# Information shown:

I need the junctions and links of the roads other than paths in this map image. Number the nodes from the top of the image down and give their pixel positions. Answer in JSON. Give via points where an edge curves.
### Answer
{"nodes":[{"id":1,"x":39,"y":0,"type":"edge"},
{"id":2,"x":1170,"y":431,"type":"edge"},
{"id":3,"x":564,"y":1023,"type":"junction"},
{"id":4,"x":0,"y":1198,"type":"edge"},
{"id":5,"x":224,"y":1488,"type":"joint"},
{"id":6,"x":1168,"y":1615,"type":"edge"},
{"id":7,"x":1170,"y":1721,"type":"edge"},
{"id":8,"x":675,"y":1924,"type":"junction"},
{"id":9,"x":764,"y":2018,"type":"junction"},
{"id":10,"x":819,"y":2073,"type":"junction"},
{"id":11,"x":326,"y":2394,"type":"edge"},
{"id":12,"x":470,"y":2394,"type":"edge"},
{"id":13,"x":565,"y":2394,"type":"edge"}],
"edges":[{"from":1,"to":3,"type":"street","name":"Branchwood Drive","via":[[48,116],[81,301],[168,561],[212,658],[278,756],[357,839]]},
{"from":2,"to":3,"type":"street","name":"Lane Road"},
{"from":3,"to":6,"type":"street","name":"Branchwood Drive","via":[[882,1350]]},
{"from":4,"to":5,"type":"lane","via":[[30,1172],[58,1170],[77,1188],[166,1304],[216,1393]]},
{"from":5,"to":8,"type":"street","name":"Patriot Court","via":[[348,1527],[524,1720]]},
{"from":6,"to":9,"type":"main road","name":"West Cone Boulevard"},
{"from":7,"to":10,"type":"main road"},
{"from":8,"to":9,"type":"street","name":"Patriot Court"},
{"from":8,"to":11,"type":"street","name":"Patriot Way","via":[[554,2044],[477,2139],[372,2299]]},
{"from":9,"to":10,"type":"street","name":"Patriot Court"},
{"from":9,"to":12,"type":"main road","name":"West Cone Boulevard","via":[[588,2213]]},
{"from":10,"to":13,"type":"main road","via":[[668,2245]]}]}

# Exercise goal:
Filtering the entries above by the word "Branchwood", copy each line that matches.

# Result of this task:
"edges":[{"from":1,"to":3,"type":"street","name":"Branchwood Drive","via":[[48,116],[81,301],[168,561],[212,658],[278,756],[357,839]]},
{"from":3,"to":6,"type":"street","name":"Branchwood Drive","via":[[882,1350]]},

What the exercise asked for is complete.